Instructions to follow:
Among the entries, find each line that includes the string "paths" and list it.

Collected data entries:
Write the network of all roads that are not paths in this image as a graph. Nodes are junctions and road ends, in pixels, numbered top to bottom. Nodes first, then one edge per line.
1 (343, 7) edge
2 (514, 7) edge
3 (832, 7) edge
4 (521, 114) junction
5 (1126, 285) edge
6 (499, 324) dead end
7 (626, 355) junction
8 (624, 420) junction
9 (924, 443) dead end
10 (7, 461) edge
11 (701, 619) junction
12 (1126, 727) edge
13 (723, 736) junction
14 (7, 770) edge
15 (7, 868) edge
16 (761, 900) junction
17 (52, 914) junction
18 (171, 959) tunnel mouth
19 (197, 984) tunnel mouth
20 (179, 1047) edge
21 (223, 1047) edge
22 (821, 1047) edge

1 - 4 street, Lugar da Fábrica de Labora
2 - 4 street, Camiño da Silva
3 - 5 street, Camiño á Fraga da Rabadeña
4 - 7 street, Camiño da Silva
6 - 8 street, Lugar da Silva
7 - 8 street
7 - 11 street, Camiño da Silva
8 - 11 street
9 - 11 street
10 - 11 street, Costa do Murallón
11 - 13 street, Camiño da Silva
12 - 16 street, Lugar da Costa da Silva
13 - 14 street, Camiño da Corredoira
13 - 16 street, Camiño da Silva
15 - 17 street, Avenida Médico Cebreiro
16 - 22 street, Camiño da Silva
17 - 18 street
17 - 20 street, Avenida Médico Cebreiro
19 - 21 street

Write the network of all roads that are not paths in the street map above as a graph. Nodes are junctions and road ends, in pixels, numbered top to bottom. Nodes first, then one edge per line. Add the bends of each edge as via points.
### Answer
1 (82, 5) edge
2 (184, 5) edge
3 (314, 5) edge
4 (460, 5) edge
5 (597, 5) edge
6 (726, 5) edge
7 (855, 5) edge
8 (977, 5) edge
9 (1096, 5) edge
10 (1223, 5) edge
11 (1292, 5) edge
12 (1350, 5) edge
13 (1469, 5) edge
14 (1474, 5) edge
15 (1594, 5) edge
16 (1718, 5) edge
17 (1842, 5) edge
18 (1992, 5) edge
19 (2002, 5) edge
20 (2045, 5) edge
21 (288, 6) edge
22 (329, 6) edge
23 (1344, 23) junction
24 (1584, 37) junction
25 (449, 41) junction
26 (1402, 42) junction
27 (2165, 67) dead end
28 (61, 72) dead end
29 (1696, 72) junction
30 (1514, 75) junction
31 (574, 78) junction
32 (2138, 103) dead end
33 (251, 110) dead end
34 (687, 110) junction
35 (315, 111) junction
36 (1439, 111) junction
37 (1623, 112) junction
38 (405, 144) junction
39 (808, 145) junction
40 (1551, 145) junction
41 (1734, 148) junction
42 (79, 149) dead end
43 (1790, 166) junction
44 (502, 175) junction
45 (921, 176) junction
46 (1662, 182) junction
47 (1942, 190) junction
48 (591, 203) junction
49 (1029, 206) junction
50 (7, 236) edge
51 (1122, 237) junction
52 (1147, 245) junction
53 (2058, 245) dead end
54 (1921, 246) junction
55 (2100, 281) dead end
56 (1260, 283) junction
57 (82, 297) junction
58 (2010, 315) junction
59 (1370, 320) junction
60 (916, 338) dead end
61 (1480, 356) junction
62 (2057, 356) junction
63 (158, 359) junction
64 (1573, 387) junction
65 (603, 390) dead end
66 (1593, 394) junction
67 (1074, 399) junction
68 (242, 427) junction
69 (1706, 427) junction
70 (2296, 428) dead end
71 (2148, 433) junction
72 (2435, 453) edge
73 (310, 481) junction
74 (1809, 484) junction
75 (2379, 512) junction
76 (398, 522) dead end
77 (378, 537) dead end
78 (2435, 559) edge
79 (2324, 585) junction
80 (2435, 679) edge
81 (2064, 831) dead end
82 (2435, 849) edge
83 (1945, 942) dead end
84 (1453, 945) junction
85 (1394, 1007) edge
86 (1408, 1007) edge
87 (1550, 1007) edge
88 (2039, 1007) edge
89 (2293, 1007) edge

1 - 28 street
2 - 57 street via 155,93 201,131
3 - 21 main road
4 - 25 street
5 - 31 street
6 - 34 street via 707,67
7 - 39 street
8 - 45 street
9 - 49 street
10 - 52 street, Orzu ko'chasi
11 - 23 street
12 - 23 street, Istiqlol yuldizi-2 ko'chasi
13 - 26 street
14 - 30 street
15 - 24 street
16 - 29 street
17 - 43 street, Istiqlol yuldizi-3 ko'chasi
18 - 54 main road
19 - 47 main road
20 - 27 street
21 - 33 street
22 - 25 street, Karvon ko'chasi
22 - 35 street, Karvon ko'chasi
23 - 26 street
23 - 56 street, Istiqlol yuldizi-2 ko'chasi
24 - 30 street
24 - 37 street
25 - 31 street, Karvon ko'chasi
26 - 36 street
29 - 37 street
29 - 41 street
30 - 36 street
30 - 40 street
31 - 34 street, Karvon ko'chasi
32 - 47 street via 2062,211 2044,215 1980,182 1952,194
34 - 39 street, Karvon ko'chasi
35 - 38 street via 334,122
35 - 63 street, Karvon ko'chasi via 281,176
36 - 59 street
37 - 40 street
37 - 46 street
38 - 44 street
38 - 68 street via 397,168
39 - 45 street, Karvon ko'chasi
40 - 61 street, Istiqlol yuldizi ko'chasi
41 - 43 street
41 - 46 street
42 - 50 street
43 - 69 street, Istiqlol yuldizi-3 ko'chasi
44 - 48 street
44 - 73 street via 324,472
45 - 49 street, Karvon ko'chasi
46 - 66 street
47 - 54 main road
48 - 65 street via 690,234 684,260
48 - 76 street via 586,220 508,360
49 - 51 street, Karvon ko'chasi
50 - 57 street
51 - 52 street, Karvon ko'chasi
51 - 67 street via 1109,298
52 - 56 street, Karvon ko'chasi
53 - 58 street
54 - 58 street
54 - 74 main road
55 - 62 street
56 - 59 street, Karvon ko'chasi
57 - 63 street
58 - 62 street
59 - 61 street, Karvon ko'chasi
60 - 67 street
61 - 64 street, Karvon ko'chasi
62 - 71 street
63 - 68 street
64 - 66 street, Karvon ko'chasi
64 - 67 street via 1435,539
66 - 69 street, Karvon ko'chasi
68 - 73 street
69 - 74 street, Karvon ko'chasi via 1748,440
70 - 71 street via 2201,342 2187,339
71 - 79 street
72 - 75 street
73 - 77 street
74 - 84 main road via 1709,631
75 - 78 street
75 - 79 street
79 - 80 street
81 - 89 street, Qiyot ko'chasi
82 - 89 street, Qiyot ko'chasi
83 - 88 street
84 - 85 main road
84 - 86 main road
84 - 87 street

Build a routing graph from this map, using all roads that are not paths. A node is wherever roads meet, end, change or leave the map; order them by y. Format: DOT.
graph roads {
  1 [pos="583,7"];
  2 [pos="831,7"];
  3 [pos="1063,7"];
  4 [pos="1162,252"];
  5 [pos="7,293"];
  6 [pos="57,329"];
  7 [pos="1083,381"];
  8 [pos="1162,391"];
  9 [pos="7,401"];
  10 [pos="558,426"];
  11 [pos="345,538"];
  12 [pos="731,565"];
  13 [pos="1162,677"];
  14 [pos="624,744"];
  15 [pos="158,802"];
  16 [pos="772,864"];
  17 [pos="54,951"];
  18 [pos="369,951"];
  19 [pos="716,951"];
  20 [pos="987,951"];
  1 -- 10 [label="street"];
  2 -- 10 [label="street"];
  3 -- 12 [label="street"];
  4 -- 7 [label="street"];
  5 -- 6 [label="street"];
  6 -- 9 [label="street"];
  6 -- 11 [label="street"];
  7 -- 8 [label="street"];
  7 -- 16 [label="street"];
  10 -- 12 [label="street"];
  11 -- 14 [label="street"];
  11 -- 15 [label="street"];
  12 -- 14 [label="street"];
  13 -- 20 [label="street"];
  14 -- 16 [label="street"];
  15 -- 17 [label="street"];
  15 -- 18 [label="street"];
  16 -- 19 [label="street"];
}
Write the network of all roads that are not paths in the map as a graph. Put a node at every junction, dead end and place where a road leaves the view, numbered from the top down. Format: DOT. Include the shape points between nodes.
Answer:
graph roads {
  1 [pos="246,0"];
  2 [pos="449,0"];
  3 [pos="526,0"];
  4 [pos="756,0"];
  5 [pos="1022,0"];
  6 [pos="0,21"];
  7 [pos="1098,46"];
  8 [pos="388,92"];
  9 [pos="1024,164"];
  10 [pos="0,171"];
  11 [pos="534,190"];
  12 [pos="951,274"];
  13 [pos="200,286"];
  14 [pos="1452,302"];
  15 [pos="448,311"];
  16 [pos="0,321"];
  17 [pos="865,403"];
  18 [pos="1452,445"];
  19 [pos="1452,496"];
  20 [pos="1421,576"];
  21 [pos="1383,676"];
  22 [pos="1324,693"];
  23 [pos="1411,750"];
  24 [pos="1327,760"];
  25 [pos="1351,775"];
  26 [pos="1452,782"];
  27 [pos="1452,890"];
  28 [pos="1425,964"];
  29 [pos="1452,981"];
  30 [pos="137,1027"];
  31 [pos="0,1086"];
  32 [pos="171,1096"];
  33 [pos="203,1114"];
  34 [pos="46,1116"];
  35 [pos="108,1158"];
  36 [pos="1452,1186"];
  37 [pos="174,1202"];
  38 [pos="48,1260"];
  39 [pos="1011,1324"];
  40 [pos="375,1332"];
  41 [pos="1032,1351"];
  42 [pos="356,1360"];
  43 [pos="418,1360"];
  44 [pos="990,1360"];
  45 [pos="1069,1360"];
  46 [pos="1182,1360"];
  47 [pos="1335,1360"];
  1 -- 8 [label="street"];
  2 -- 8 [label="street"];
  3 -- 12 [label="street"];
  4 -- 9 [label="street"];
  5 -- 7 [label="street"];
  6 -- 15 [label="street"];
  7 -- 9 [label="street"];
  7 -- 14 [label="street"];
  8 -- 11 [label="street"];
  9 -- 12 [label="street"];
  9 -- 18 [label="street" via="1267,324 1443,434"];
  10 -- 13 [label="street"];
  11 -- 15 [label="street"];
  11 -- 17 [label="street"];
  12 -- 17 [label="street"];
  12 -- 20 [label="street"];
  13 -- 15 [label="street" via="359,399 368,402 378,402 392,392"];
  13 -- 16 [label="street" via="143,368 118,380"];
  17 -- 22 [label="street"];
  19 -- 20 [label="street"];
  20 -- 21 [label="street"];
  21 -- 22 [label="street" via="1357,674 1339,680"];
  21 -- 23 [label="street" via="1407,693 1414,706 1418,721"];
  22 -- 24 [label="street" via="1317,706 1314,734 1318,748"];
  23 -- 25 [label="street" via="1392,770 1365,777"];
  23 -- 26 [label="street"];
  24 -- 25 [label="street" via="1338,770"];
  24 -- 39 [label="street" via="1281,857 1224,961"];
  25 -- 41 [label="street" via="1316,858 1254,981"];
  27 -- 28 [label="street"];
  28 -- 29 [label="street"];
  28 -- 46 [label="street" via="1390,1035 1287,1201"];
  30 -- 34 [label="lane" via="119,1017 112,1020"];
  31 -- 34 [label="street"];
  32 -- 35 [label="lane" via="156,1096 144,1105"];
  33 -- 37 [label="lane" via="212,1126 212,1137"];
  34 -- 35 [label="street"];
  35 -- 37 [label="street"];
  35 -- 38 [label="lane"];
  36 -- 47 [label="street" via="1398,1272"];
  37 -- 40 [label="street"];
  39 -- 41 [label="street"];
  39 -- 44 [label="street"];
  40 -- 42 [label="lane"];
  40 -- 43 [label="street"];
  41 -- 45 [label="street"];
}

Expected answer:
Write the network of all roads that are not paths in this image as a graph. Nodes are junctions and road ends, in pixels, numbered top to bottom. Nodes first, then one edge per line.
Write the network of all roads that are not paths in the street map above as a graph. Nodes are junctions and road ends, in pixels, numbered top to bottom. Nodes first, then one edge per line. Add the bends of each edge as via points.
Build a routing graph from this map, using all roads that are not paths. A node is wherever roads meet, end, change or leave the map; order them by y. Format: DOT.
Write the network of all roads that are not paths in the map as a graph. Put a node at every junction, dead end and place where a road leaves the view, numbered from the top down. Format: DOT. Include the shape points between nodes.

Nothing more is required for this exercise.